Интервьюер: Луиза Зелински
Перевод: Sergey Toronto
Зима 2014
The Paris Review No. 211
ХАНЕКЕ
Она нашла меня! Я думаю, что это произошло через сознательное отсеивание лишнего. Больше всего меня всегда впечатляли люди, которые умеют чётко и ясно передавать самую суть своих мыслей. Самые умные могут объяснить чрезвычайно сложные вопросы так, что вы почувствуете, что, на самом деле, всё довольно просто. Я всегда стремился к этому. Если тема очень сложная - это нормально, но вы должны пытаться достичь максимальной ясности в форме.
ИНТЕРВЬЮЕР
Но в ваших работах ясность есть только в структуре и визуальном стиле. Вы упрямо отказываетесь завершать повествования и зритель всегда сталкивается с бесчисленным множеством возможных интерпретаций.
ХАНЕКЕ
Да, но вопрос интерпретации станет актуальным лишь в том случае если вы расскажете свою историю с необходимой точностью. Делать фильмы, которые столь же открыты для интерпретации, как мои последние кинокартины очень непросто. Было бы намного легче дать ответы на все вопросы. Существует проблема плохих детективных историй: кого-то показывают преступником, затем сюжет искажается, и оказывается, что в действительности виновен кто-то другой. Как зрителя, это вас злит, потому что вы чувствуете, что вас обманули. И это ужасно. Как режиссер, я не могу лгать. Моя задача — представить все возможные интерпретации. Я слышал бесчисленные теории о своих фильмах - и все они, как ни странно верны. Конечно, чтобы так снимать кино нужны определенные усилия, но, в конце концов, в этом есть некое удовольствие для тех, кто выбрал наше ремесло. Если бы все было ориентировано на единственную чёткую концовку, то я бы даже и не приступал к созданию фильма. Я много читал Рэймонда Чандлера. Он замечательный и интересный писатель и до самых последних страниц его книг вы даже предположить не можете, что происходит на самом деле.

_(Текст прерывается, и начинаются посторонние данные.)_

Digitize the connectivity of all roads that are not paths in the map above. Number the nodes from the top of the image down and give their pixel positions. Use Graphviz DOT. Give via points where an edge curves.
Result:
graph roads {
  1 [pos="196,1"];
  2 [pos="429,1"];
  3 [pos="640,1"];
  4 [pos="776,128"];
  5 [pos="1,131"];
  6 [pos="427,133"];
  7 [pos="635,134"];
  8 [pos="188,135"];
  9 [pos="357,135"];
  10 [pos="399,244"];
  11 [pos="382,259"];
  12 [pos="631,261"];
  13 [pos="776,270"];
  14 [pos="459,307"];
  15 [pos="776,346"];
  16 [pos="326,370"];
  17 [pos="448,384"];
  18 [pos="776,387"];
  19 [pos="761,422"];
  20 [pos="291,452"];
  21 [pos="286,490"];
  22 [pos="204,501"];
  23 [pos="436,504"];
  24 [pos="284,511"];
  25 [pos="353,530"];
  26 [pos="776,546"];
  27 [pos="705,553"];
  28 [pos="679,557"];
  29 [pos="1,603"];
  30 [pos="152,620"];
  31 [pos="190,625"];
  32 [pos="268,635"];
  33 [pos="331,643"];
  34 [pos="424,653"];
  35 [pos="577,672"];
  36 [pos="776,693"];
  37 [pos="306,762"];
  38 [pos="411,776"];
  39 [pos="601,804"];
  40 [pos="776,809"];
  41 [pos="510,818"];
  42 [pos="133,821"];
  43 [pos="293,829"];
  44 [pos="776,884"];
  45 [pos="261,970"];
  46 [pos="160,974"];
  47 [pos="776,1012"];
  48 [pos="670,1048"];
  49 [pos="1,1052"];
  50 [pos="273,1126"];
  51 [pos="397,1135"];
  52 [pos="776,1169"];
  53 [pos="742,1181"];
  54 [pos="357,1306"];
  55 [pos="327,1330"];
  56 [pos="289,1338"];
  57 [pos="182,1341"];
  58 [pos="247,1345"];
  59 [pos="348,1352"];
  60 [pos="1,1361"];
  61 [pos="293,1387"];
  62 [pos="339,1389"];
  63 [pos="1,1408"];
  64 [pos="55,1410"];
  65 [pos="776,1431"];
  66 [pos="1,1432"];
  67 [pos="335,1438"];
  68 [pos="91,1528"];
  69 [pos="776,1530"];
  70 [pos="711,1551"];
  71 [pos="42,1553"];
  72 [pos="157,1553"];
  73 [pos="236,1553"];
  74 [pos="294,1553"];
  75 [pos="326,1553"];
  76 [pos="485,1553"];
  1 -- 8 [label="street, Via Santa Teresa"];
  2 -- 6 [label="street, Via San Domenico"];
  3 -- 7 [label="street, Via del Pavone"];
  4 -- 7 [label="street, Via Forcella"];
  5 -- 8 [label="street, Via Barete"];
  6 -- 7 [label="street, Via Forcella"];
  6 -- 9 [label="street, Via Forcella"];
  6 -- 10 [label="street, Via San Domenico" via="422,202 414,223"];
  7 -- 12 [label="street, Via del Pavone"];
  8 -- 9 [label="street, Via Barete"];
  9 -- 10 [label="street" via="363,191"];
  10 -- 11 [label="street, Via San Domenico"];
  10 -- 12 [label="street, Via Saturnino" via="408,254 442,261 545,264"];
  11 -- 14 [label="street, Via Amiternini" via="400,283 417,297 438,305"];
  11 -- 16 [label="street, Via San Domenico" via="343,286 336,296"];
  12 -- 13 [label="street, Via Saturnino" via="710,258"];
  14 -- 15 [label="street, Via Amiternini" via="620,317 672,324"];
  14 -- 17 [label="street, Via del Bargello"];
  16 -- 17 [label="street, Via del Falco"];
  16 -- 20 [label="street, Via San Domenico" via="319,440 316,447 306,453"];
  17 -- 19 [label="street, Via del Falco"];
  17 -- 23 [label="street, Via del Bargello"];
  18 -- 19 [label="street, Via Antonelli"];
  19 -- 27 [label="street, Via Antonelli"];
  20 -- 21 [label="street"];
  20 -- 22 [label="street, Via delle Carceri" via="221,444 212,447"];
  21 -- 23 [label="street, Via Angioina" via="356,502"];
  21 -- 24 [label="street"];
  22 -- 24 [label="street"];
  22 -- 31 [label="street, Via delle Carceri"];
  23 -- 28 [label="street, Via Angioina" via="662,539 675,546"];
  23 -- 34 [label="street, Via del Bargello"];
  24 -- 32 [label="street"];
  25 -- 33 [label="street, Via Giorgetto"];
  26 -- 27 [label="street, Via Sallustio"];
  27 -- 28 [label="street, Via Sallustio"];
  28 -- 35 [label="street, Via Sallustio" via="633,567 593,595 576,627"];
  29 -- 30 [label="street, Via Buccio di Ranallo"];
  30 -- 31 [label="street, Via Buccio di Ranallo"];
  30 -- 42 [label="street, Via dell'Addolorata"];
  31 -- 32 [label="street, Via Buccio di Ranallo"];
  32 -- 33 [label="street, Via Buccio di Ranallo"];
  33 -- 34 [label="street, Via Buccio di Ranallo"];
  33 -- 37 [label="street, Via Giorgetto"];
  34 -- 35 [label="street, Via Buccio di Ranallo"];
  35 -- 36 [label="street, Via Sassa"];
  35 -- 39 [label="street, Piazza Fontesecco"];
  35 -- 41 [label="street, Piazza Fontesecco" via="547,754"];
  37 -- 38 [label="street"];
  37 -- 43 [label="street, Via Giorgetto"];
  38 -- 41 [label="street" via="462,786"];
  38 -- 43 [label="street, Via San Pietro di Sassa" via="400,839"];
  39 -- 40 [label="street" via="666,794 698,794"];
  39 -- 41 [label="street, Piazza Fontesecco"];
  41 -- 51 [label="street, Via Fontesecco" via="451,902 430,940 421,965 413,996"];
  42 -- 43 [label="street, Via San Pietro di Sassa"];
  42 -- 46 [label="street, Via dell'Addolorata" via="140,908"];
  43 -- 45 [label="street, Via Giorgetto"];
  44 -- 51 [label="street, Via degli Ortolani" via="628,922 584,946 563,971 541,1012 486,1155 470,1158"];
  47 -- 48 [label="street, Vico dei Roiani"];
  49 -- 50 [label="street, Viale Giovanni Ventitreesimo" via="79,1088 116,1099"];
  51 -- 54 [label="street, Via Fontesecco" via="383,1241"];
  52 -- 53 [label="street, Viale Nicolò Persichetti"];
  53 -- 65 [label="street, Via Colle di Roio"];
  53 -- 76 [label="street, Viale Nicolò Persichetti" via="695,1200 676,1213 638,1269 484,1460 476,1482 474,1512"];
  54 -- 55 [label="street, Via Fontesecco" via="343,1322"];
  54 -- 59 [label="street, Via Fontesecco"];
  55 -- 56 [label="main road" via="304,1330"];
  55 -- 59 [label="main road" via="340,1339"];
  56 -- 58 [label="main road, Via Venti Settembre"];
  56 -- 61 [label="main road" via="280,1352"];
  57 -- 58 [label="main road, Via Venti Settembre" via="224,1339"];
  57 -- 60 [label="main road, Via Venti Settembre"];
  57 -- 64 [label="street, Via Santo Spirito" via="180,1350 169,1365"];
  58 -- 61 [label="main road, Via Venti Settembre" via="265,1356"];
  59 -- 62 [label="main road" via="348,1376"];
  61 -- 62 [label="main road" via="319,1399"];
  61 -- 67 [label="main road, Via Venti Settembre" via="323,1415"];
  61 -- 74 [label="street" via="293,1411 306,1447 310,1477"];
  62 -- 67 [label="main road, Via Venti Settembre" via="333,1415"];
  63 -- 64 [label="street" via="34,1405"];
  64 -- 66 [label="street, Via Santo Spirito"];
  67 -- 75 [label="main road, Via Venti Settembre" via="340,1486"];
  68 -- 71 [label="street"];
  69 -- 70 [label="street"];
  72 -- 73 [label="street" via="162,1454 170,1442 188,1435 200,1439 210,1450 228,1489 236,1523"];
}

Возьмите для примера роман “Глубокий сон”, по которому был снят фильм. Когда режиссёр спросили Чандлера, что же в конце концов, там произошло в действительности, он ответил: я понятия не имею!
ИНТЕРВЬЮЕР
Готова поспорить, что если кто-то спросит то же самое о ваших кинокартинах, ваш ответ будет таким же.
ХАНЕКЕ
Абсолютно. Мои фильмы всегда можно интерпретировать по разному, так как я пытаюсь заставить зрителей выбрать свой вариант. Это моя попытка заставить зрителя работать — мои сюжеты относительно открыты, это сделано для того, чтобы зритель мог вынести свои собственные суждения. Это, кстати, является наиболее уважительным поведением по отношению к зрителю. Когда я становлюсь читателем или зрителем, я склонен избегать книг и фильмов, которые пытаются рассказать мне о том, как устроен мир. Это утомляет меня до смерти. Я всегда находил гораздо большую ценность в книгах и фильмах, приводящих меня в замешательство, вызывающих неуверенность, поднимающих вопросы и побуждающих меня думать, не подсовывая готовые ответы. Ощущать то, как мой мозг начинает действовать, включаться в сюжет - это действительно приятно. И это то, к чему я стремлюсь в своих фильмах.
ИНТЕРВЬЮЕР
Ваши попытки вовлечь зрителя могут вызывать уважение, но все равно, это ощущается как манипуляция.
ХАНЕКЕ
О, это и есть манипуляция!
ИНТЕРВЬЮЕР
Вы взяли знаменитую цитату Годара и изменили её: кино — это ложь двадцать четыре кадра в секунду.
ХАНЕКЕ
Однако, никто не удосуживается процитировать меня до конца. Кино — это ложь двадцать четыре кадра в секунду, на службе истине. Кино, конечно, всегда ложь. В нём никогда не говорится правда. Но в фильмах, больше, чем в любой иной форме искусства, создается впечатление, что мы наблюдаем нечто реальное.
ИНТЕРВЬЮЕР
Это особенно верно для реалистического подхода, такого как ваш.
ХАНЕКЕ
Да, именно. Но реальность, которую я показываю, - это просто артефакт. Конечно, «реальности» в любом случае не существует, но это уже отдельная тема разговора. Реальность кинокартины работает через иллюзию, и это иллюзия, за которую зритель платит в билетной кассе. Она даёт ему возможность пройти (сидя в своём уютном кресле) через все те приключения, которые он не сможет, да и наверное не захочет испытать в действительности. После чего, в конце фильма, он спокойно может покинуть созданную для него реальность. Таков основной договор между режиссером и зрителем или, если хотите, между зрителем и конечным продуктом. Ведь фильм, в конце концов, это всего лишь товар.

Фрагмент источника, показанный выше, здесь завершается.